По возвращении Молотова в Москву в руководстве страны еще долго анализировали результаты его поездки, но окончательные выводы были сделаны опять-таки половинчатые и аморфные. Сталин, как и Молотов, уже понимал, что дело катится к войне, но по-прежнему тешил себя иллюзиями, что ее еще можно оттянуть.

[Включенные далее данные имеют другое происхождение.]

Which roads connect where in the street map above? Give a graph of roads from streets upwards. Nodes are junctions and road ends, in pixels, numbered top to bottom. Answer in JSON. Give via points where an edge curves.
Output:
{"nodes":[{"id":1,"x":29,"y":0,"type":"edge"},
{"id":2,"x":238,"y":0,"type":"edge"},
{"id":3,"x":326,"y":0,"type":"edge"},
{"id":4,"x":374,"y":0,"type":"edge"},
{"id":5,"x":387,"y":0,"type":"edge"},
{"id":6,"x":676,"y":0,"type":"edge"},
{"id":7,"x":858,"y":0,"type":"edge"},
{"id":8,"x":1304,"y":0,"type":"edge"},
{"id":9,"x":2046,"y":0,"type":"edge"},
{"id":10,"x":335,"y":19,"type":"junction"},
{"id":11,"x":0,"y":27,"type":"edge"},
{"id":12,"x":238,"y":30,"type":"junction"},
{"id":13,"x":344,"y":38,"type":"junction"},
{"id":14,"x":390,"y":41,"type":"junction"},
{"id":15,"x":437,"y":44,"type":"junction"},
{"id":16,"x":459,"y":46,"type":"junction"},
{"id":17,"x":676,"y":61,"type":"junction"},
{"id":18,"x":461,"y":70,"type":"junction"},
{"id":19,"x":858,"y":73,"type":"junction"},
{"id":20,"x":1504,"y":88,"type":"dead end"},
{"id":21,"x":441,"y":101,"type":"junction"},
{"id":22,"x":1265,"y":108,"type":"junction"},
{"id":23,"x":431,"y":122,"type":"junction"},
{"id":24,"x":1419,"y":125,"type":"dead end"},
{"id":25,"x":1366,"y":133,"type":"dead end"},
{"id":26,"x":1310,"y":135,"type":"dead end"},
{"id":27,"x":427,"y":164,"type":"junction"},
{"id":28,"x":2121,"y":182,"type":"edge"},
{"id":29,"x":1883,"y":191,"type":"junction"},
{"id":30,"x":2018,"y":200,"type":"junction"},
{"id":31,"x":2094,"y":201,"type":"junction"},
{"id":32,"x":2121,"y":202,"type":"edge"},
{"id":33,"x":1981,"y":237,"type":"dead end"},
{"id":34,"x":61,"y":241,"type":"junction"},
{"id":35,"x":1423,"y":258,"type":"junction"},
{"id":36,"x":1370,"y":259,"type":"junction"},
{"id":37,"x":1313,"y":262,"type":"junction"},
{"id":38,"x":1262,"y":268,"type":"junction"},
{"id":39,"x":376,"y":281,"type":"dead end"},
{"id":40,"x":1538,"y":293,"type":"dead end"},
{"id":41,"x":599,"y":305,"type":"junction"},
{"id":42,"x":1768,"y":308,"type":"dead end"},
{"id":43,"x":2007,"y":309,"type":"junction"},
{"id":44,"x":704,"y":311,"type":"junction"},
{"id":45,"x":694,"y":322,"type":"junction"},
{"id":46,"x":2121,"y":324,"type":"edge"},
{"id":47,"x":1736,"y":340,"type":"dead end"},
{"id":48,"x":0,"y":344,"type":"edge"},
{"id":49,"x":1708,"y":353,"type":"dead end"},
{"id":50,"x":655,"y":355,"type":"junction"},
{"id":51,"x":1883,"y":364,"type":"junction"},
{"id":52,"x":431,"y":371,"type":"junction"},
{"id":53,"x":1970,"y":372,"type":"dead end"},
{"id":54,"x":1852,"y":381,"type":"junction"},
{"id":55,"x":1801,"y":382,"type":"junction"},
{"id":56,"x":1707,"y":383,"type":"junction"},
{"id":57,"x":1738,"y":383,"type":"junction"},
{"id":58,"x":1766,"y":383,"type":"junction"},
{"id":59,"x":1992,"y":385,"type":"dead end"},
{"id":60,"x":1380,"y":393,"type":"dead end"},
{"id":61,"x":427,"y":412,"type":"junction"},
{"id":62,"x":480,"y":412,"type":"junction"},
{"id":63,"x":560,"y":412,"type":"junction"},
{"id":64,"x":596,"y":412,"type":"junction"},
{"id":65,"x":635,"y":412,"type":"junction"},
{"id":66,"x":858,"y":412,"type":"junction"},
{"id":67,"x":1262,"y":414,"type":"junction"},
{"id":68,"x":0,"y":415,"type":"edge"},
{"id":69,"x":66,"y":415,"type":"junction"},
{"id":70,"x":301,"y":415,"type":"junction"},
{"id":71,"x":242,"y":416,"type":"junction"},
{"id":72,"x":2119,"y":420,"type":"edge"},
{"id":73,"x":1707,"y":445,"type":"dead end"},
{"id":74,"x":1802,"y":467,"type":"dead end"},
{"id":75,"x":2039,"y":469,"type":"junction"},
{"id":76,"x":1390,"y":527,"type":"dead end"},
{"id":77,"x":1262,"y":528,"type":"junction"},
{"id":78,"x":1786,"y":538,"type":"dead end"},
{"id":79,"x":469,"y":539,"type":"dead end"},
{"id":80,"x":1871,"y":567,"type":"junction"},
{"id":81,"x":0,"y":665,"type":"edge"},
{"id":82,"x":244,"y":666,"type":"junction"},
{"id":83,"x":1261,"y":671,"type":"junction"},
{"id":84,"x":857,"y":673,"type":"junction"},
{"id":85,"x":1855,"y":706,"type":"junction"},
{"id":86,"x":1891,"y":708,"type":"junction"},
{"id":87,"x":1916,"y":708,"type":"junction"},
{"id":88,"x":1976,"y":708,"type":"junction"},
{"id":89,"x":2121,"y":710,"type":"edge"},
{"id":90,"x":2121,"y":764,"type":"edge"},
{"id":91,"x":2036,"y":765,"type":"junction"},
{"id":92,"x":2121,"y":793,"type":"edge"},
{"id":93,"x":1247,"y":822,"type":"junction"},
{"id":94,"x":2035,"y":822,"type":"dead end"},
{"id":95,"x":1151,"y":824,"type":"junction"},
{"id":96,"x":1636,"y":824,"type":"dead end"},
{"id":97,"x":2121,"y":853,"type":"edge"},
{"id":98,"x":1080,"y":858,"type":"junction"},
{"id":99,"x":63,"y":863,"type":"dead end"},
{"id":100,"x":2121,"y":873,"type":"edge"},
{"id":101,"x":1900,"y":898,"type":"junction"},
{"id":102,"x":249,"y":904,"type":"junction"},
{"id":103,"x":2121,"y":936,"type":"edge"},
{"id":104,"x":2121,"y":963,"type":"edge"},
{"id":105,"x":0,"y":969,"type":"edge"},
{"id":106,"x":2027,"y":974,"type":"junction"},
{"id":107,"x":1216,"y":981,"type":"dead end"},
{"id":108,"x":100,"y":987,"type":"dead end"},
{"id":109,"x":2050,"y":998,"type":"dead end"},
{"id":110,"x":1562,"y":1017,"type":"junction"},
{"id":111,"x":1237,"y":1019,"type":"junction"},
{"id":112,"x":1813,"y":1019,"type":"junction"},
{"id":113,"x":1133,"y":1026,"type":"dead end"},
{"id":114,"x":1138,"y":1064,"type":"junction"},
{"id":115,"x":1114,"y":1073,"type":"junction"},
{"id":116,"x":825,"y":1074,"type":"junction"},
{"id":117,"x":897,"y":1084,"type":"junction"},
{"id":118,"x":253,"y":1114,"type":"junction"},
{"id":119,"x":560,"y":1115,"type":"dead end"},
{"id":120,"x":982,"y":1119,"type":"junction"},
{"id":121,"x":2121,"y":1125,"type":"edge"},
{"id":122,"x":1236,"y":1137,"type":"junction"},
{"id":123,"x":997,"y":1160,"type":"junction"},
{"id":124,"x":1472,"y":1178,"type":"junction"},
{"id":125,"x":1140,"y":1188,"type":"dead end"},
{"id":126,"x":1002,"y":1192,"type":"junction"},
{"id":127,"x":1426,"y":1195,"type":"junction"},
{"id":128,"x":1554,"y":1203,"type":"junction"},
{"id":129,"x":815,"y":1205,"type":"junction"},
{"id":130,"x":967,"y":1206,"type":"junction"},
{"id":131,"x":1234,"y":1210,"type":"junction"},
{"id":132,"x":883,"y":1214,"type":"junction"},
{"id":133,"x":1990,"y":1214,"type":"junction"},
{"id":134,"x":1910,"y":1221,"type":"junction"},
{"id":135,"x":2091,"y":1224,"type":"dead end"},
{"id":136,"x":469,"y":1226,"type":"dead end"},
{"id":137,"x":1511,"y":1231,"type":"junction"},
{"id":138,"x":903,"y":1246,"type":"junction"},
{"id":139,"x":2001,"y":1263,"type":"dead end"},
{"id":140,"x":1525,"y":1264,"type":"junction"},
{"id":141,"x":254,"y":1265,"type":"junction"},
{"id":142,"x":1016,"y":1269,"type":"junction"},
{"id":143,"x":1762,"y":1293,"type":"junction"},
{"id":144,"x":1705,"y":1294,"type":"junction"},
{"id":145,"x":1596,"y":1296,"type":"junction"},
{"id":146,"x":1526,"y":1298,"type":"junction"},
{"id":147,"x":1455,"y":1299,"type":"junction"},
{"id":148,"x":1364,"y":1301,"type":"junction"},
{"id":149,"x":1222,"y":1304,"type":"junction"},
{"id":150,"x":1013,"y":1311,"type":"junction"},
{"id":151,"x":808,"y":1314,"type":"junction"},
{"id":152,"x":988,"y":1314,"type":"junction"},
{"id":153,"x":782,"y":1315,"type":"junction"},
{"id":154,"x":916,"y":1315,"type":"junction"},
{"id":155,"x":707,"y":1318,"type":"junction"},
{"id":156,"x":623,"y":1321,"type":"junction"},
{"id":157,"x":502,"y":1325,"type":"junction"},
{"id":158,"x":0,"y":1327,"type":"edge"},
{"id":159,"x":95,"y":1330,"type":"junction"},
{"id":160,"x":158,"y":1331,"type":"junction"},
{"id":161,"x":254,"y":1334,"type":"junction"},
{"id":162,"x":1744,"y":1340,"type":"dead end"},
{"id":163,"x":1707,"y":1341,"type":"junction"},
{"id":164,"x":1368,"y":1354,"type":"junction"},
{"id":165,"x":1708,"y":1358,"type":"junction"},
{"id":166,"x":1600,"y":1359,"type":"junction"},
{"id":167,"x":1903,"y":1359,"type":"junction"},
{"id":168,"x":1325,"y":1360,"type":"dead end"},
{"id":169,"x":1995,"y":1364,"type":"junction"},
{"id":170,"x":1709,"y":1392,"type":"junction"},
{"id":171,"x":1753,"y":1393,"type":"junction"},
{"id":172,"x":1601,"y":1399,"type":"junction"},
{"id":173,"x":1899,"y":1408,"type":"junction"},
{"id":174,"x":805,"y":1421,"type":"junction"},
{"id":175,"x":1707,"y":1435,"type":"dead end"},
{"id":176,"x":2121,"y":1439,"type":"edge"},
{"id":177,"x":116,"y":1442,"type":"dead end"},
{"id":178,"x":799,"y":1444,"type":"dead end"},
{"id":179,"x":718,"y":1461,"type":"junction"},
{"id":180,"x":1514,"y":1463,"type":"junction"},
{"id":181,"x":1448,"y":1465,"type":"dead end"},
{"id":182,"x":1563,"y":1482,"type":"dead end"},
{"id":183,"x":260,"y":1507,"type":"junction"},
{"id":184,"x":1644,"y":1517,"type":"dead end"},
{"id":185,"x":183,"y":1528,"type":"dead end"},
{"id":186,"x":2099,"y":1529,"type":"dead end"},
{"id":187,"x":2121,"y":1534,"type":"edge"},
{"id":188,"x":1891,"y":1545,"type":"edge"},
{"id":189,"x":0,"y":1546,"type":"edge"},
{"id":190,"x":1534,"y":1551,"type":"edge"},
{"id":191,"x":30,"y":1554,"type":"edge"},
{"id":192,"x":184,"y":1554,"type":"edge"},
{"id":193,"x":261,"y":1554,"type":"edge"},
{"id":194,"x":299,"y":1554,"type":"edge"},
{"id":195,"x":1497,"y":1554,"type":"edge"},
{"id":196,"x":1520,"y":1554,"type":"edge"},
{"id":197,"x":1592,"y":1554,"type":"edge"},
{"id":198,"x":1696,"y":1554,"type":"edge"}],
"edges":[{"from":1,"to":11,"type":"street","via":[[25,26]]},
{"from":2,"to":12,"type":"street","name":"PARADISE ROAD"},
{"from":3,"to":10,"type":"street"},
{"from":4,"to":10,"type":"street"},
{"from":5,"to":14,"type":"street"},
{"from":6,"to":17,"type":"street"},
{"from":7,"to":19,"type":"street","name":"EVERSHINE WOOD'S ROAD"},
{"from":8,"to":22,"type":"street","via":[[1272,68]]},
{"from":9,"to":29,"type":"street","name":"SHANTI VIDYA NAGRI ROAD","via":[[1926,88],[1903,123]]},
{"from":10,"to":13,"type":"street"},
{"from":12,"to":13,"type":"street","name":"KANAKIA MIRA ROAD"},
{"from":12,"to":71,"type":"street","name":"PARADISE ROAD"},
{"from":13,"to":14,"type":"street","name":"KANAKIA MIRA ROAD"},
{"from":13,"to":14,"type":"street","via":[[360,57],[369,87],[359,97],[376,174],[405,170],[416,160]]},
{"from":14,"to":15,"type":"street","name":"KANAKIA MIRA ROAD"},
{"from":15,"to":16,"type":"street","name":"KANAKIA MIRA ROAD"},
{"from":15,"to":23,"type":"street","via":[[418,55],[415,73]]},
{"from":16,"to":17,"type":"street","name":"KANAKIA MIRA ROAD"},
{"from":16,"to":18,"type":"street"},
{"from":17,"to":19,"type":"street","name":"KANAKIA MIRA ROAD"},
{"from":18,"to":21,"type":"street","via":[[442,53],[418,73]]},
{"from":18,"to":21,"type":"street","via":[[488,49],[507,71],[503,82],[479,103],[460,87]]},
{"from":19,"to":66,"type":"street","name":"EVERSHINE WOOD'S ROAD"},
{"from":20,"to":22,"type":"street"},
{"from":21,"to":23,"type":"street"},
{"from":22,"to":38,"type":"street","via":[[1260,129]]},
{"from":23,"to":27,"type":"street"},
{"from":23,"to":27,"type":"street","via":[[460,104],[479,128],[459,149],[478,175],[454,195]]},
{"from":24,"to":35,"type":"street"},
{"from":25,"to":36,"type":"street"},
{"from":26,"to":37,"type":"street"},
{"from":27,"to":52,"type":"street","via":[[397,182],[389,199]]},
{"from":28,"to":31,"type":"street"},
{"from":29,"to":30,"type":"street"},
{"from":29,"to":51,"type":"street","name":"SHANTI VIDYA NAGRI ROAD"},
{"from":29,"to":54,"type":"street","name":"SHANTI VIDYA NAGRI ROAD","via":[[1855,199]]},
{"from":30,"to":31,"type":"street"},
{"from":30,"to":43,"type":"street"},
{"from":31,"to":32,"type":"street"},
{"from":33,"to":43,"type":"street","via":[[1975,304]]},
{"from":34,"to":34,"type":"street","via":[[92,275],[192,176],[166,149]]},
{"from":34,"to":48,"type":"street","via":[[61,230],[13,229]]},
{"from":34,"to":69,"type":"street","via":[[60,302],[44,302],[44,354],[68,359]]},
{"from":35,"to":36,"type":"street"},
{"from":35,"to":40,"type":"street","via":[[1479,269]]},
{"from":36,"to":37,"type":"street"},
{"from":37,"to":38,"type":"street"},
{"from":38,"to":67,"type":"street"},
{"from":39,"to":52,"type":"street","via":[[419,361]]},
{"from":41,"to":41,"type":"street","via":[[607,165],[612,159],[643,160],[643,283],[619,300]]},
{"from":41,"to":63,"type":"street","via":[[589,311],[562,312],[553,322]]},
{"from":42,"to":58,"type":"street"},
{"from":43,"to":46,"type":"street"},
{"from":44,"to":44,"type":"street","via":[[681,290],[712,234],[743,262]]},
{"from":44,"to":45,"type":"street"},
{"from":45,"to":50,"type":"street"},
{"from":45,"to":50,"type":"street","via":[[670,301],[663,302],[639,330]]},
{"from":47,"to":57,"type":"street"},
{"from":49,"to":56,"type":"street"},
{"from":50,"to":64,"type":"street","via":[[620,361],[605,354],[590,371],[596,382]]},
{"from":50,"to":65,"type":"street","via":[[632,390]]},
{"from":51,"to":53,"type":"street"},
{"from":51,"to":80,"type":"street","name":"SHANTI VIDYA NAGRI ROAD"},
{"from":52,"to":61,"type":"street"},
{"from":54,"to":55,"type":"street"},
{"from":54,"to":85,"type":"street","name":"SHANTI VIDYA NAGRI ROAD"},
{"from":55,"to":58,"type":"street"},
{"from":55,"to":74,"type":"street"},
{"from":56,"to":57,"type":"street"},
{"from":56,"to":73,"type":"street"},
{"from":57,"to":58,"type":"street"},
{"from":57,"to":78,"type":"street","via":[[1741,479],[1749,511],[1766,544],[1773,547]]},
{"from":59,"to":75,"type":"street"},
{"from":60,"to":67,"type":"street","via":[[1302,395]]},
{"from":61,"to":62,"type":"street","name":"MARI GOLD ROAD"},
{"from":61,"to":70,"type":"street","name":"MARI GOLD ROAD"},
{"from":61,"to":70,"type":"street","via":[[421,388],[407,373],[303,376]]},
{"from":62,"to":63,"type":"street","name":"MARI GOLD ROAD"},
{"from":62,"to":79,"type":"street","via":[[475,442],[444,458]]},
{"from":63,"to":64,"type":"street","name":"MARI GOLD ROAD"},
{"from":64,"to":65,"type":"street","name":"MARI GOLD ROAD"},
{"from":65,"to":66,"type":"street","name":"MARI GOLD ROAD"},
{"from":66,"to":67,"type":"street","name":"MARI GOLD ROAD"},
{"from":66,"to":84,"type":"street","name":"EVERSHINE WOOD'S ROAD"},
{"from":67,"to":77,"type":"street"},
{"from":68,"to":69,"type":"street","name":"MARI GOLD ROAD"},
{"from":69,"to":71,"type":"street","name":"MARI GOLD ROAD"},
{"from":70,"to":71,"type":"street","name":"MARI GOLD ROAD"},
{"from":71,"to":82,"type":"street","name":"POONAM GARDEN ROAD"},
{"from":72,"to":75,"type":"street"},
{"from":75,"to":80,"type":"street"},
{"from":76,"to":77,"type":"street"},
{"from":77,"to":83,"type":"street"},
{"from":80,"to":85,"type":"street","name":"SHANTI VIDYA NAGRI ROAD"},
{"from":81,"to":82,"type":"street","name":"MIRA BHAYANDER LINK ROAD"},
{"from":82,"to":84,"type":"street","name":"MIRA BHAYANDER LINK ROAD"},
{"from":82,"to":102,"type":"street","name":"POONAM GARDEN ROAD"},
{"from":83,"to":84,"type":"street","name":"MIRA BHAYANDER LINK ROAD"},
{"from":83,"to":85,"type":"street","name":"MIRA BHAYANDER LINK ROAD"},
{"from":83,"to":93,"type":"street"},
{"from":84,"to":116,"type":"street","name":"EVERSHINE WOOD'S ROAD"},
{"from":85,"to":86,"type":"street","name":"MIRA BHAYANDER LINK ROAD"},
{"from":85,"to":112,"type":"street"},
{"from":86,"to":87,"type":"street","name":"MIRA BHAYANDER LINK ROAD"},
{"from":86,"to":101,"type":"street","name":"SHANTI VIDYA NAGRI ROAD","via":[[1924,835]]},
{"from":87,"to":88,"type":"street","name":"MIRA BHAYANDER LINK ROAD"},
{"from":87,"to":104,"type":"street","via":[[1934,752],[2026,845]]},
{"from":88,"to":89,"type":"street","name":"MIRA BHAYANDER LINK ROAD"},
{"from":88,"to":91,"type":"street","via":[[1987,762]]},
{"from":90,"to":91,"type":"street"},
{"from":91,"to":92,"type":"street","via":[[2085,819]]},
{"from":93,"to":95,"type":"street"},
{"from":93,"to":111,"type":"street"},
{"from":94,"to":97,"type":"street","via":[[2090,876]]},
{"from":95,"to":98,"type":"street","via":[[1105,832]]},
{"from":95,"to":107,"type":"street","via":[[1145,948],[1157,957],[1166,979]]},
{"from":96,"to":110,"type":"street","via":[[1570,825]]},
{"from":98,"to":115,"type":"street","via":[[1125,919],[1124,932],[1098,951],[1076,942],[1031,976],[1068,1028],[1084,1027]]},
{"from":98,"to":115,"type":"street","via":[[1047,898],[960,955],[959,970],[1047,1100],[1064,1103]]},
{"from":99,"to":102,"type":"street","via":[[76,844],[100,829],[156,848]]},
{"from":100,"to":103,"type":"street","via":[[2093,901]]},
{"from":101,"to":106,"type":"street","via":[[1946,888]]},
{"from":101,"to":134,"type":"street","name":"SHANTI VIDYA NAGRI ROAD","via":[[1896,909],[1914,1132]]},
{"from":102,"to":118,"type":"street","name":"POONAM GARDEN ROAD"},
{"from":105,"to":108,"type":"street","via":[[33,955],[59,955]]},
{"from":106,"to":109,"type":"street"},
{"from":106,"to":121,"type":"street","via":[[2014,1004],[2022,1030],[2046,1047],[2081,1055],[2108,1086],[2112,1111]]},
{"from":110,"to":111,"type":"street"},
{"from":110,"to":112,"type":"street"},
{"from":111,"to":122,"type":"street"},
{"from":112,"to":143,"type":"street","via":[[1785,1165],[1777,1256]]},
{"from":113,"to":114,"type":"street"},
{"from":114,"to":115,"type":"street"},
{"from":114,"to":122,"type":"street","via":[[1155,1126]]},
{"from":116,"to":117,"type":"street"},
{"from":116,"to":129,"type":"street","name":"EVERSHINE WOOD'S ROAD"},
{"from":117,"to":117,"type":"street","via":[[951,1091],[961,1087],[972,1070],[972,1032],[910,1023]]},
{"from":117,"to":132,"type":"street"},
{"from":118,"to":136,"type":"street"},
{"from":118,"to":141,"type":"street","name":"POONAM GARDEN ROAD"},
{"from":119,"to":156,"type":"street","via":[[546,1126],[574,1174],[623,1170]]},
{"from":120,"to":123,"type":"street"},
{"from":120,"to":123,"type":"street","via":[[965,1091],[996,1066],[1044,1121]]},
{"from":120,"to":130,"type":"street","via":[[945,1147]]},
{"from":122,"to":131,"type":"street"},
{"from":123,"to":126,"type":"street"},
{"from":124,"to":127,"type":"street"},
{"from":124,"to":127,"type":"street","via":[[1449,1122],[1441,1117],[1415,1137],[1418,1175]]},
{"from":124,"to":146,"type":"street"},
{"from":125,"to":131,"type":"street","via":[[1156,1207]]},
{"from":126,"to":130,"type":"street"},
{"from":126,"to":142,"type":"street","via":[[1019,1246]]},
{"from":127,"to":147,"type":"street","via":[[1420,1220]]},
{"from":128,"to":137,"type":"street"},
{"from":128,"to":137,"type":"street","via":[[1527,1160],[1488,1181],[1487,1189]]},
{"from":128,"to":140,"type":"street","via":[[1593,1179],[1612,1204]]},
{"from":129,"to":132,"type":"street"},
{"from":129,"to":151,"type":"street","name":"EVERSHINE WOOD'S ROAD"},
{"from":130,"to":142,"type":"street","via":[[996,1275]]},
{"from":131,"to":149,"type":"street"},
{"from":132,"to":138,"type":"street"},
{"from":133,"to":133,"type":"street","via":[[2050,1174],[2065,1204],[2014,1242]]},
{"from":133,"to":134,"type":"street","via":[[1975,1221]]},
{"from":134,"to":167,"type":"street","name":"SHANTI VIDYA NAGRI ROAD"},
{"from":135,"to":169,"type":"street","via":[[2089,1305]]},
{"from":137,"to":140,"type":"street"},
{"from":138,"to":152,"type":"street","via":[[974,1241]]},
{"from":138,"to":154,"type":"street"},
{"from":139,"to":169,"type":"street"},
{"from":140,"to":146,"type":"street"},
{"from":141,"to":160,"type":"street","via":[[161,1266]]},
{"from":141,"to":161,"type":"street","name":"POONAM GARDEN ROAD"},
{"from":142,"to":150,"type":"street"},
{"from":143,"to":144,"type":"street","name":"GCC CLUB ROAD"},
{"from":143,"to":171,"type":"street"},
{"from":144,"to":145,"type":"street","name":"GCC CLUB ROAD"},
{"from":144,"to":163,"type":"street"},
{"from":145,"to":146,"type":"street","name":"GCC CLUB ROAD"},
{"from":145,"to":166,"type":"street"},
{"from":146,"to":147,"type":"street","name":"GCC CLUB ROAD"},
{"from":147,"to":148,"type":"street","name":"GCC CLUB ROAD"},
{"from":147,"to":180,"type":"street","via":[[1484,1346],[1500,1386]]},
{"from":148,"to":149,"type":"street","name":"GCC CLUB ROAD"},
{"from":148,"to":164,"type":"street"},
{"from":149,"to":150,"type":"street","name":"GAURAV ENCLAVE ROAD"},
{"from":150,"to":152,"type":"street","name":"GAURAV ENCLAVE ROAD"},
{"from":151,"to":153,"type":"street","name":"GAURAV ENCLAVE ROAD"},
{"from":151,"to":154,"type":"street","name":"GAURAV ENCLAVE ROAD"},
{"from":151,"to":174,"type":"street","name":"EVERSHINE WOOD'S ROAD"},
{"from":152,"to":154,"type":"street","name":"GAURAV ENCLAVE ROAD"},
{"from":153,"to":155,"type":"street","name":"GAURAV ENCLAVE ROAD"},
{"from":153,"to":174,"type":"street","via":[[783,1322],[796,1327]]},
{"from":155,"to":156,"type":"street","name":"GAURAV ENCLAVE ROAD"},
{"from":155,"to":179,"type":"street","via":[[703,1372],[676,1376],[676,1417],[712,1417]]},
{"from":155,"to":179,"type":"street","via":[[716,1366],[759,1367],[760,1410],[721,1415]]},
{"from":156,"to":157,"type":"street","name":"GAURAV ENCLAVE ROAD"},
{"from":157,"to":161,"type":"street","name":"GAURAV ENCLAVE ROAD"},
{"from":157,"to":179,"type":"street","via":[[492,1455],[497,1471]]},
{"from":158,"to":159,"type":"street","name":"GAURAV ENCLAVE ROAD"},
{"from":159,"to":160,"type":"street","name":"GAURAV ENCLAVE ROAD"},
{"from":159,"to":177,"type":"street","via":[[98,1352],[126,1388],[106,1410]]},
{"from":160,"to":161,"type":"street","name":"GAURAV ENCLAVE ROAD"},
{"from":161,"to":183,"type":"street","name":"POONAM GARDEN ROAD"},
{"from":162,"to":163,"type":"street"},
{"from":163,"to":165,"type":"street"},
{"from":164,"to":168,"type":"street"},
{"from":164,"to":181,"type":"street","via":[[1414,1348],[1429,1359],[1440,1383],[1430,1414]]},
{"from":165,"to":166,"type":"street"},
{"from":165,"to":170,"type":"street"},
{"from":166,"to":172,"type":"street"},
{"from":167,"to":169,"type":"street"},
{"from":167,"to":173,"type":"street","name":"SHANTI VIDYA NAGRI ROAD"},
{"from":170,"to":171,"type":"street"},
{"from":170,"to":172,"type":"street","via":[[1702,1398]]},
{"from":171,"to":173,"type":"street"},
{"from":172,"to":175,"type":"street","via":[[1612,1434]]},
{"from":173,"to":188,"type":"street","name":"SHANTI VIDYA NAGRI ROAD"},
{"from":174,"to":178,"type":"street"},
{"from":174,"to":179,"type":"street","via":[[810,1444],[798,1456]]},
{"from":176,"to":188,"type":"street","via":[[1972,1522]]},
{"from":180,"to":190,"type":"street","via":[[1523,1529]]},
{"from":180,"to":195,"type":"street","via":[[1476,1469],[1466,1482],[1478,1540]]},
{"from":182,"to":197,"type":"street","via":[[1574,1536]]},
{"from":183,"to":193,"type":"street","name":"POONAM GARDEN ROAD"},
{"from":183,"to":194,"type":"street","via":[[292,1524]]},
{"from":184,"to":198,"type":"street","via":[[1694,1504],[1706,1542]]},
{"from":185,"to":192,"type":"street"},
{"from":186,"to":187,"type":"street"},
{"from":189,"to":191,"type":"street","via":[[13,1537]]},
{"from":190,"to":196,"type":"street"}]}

Однако нельзя сказать, что поездка советской правительственной делегации в Берлин не имела никакого положительного значения. Молотов вовсе не был такой уж «каменной задницей», как его принято изображать в современной исторической литературе, и далеко не всегда и не во всем бессловесно поддакивал Сталину. Журналы записей посетителей Сталина за этот период бесстрастно фиксируют, что ни один из членов тогдашнего Политбюро не посещал его так часто, иногда по нескольку раз в день, и что не один час они проводили в разговорах с глазу на глаз. Вряд ли он был нужен вождю лишь в качестве поддакивающего слушателя высочайших монологов. Из воспоминаний многих государственных и военных деятелей тех лет известно, что Молотов достаточно часто возражал Сталину, с которым, кстати, одним из немногих был на «ты». Другое дело, что возражал он, конечно, не в вызывающей внешней форме, тем более, что и сам был не очень говорлив, отчасти потому, что стеснялся своего заикания.
Во всяком случае, он не мог не высказать Сталину сложившегося у него впечатления, что Гитлер относится к пакту как к сугубо тактической уловке, что пакт для него такая же передышка, как и для Советского Союза, и что, во всяком случае, он не отказался от своего стратегического намерения, явно выраженного во всеуслышанье еще в «Майн кампф», совершить нападение на СССР. Вопрос упирался лишь в сроки. Сталин полагал, что такое нападение если и состоится, то не раньше, чем через два-три года.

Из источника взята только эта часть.